### [To do]
Would you go through the records below and copy each line with the string "Núñez"?

### [Provided data]
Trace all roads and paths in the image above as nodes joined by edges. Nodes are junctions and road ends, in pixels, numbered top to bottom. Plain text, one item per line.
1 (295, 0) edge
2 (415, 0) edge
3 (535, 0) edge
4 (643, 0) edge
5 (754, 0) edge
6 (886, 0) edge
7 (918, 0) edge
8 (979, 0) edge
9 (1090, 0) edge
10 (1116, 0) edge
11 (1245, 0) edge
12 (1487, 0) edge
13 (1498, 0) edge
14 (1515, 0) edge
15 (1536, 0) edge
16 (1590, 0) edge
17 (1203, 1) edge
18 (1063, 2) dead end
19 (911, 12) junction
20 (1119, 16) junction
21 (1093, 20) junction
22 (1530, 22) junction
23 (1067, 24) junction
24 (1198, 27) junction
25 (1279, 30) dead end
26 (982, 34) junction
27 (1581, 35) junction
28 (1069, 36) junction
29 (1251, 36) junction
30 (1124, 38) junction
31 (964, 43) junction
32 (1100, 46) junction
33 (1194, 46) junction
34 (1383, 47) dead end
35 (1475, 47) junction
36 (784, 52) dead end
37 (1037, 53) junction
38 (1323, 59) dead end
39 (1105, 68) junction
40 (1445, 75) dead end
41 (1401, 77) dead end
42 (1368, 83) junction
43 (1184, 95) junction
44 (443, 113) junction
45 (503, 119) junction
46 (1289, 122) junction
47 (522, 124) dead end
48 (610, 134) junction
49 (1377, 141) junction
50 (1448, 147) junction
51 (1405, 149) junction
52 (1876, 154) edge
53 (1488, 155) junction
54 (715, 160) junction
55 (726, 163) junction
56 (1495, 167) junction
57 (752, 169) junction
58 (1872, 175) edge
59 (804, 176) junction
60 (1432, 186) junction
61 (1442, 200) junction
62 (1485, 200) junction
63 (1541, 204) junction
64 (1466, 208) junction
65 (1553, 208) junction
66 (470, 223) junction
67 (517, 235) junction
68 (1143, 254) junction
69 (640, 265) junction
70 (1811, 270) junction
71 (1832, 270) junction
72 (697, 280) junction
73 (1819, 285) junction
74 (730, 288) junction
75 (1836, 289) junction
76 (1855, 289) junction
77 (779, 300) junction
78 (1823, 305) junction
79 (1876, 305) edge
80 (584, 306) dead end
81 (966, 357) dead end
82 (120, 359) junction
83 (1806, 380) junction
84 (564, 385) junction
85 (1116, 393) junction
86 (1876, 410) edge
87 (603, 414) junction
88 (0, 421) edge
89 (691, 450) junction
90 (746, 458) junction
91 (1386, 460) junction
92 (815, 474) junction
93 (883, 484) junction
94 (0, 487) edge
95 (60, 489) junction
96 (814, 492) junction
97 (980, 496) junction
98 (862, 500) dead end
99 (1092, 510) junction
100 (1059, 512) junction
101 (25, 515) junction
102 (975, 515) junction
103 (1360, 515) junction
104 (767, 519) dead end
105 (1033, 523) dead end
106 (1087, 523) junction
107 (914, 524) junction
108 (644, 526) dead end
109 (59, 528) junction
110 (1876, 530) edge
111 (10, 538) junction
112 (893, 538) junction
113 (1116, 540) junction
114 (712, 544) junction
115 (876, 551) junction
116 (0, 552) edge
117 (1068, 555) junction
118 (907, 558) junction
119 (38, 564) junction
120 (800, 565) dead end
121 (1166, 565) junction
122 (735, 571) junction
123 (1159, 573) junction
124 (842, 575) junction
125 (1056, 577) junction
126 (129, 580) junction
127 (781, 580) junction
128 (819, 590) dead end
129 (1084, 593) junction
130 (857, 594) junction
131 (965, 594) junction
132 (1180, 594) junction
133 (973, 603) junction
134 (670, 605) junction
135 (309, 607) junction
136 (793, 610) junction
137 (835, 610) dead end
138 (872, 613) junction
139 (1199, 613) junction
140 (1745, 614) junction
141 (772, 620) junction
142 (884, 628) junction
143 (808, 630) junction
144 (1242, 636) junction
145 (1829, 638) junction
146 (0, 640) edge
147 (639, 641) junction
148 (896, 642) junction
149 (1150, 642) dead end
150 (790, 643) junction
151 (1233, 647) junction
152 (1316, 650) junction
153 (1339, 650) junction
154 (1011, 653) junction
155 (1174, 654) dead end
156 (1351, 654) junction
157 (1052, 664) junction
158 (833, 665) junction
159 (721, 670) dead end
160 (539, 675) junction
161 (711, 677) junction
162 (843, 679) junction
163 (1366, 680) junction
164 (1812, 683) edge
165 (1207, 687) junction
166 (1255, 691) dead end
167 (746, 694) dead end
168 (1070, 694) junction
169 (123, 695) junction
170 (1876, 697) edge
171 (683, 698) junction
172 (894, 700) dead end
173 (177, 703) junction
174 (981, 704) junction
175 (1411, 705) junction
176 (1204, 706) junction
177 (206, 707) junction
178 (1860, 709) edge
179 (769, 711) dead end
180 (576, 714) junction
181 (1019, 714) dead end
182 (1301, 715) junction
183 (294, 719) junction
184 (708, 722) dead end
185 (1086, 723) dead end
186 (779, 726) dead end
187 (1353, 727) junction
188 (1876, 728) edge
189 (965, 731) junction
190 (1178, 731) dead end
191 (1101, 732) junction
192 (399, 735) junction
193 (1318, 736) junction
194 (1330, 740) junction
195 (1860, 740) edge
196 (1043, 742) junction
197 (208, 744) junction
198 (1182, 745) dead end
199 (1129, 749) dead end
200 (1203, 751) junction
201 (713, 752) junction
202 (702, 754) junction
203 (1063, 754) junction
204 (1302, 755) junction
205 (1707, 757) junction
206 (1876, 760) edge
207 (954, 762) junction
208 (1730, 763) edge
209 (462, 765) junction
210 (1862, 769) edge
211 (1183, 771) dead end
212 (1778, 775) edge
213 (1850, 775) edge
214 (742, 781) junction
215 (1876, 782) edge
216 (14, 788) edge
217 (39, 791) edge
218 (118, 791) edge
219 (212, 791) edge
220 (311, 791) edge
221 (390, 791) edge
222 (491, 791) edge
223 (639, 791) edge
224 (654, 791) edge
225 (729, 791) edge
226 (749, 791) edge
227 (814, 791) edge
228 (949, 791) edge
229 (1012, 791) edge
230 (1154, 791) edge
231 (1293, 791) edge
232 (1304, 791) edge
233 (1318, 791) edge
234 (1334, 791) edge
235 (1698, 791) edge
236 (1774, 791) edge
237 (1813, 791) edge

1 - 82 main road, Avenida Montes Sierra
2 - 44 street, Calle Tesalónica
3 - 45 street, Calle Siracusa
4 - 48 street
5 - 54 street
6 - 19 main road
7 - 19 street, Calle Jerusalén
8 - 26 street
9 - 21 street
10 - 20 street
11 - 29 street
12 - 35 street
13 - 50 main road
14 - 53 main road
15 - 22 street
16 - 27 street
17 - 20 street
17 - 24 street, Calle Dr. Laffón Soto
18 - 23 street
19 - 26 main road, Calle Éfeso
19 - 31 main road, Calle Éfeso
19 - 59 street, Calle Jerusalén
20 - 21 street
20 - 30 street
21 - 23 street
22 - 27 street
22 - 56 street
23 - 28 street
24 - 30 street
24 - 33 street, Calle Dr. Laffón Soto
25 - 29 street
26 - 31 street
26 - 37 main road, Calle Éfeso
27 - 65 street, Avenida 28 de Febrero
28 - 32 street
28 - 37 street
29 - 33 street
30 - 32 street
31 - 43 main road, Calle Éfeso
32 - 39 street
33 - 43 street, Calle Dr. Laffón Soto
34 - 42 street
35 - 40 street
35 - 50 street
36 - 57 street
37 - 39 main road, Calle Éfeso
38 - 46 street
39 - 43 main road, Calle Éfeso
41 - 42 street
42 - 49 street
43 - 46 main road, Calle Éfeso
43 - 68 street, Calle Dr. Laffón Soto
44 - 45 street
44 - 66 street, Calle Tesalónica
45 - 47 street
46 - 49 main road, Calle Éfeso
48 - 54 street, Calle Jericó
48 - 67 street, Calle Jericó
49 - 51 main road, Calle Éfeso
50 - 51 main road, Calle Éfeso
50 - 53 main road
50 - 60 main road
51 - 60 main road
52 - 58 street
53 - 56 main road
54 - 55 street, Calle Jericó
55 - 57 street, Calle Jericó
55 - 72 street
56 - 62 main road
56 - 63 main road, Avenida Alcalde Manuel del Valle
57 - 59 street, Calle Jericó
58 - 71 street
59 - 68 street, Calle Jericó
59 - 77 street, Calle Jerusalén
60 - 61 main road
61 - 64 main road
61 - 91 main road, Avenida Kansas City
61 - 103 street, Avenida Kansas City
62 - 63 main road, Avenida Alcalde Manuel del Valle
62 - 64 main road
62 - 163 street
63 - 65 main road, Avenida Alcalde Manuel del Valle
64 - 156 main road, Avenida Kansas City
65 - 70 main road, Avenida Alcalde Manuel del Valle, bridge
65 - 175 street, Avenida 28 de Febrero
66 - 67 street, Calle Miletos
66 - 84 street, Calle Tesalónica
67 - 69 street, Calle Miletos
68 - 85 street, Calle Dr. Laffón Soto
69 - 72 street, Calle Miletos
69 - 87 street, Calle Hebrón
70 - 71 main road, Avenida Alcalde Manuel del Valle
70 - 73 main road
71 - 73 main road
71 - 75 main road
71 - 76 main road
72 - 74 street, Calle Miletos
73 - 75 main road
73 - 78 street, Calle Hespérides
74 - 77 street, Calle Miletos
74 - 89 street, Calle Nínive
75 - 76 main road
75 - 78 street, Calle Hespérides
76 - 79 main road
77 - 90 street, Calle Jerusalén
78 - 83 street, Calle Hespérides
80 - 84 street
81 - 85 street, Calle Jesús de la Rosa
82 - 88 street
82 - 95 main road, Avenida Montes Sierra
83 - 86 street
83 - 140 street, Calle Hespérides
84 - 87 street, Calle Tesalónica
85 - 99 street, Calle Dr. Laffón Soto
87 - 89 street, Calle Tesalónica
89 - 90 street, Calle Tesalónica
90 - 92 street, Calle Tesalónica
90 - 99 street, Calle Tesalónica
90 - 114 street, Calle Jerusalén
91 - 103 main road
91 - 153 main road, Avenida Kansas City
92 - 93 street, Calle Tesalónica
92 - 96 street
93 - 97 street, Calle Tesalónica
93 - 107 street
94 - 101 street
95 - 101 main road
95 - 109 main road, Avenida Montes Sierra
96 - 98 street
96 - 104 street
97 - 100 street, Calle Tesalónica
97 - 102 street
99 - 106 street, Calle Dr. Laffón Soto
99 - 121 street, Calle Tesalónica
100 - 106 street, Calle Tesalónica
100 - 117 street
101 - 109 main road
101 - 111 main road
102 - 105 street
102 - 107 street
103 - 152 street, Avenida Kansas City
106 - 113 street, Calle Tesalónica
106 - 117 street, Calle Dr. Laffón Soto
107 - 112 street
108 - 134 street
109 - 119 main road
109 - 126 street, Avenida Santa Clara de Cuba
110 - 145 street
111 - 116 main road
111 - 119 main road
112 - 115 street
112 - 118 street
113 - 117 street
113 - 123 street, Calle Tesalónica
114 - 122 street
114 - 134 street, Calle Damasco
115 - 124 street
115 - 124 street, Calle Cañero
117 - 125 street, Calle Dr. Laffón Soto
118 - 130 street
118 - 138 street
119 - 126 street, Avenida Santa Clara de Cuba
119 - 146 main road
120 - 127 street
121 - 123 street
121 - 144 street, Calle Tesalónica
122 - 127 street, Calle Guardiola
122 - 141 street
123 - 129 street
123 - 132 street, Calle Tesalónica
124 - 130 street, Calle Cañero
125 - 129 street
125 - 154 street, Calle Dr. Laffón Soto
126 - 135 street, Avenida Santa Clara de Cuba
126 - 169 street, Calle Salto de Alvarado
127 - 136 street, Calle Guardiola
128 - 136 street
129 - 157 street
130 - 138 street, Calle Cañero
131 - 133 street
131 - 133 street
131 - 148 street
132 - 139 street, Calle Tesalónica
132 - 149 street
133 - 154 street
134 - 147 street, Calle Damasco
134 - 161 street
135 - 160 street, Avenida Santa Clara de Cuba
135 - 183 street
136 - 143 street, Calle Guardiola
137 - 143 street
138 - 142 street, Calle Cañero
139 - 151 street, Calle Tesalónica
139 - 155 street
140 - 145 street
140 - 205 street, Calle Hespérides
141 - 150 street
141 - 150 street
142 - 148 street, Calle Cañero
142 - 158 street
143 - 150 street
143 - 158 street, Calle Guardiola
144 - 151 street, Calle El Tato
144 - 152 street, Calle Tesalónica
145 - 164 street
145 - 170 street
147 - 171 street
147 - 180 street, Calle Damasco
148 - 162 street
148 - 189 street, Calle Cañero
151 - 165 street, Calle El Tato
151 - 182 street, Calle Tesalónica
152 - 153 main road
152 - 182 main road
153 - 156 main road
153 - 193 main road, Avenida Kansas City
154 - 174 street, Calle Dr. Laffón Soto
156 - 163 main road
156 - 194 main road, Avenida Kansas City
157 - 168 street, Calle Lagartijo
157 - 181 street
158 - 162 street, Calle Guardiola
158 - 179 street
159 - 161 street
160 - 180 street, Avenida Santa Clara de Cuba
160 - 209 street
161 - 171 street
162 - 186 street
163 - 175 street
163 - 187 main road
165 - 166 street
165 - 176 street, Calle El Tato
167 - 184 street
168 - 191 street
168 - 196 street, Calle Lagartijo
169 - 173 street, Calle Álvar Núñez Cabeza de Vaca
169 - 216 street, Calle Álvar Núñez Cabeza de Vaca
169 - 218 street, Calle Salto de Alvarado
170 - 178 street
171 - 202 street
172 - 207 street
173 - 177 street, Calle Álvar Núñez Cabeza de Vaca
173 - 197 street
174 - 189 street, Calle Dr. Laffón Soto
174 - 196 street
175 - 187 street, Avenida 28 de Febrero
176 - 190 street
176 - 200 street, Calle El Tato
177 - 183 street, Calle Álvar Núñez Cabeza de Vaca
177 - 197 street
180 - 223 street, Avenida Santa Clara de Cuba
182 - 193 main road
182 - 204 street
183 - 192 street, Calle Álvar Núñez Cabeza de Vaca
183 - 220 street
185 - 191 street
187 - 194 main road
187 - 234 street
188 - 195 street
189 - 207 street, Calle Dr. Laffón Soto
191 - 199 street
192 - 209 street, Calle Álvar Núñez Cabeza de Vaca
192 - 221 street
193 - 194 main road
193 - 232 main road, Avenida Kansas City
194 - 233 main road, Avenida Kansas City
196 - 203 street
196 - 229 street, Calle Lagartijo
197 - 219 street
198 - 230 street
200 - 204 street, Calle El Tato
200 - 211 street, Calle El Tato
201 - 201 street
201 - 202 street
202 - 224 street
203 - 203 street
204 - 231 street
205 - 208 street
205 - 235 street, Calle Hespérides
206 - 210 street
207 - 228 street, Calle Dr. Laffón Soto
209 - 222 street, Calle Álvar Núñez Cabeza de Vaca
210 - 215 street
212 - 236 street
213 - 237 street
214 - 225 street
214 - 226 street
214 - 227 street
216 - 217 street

### [Answer box]
169 - 173 street, Calle Álvar Núñez Cabeza de Vaca
169 - 216 street, Calle Álvar Núñez Cabeza de Vaca
173 - 177 street, Calle Álvar Núñez Cabeza de Vaca
177 - 183 street, Calle Álvar Núñez Cabeza de Vaca
183 - 192 street, Calle Álvar Núñez Cabeza de Vaca
192 - 209 street, Calle Álvar Núñez Cabeza de Vaca
209 - 222 street, Calle Álvar Núñez Cabeza de Vaca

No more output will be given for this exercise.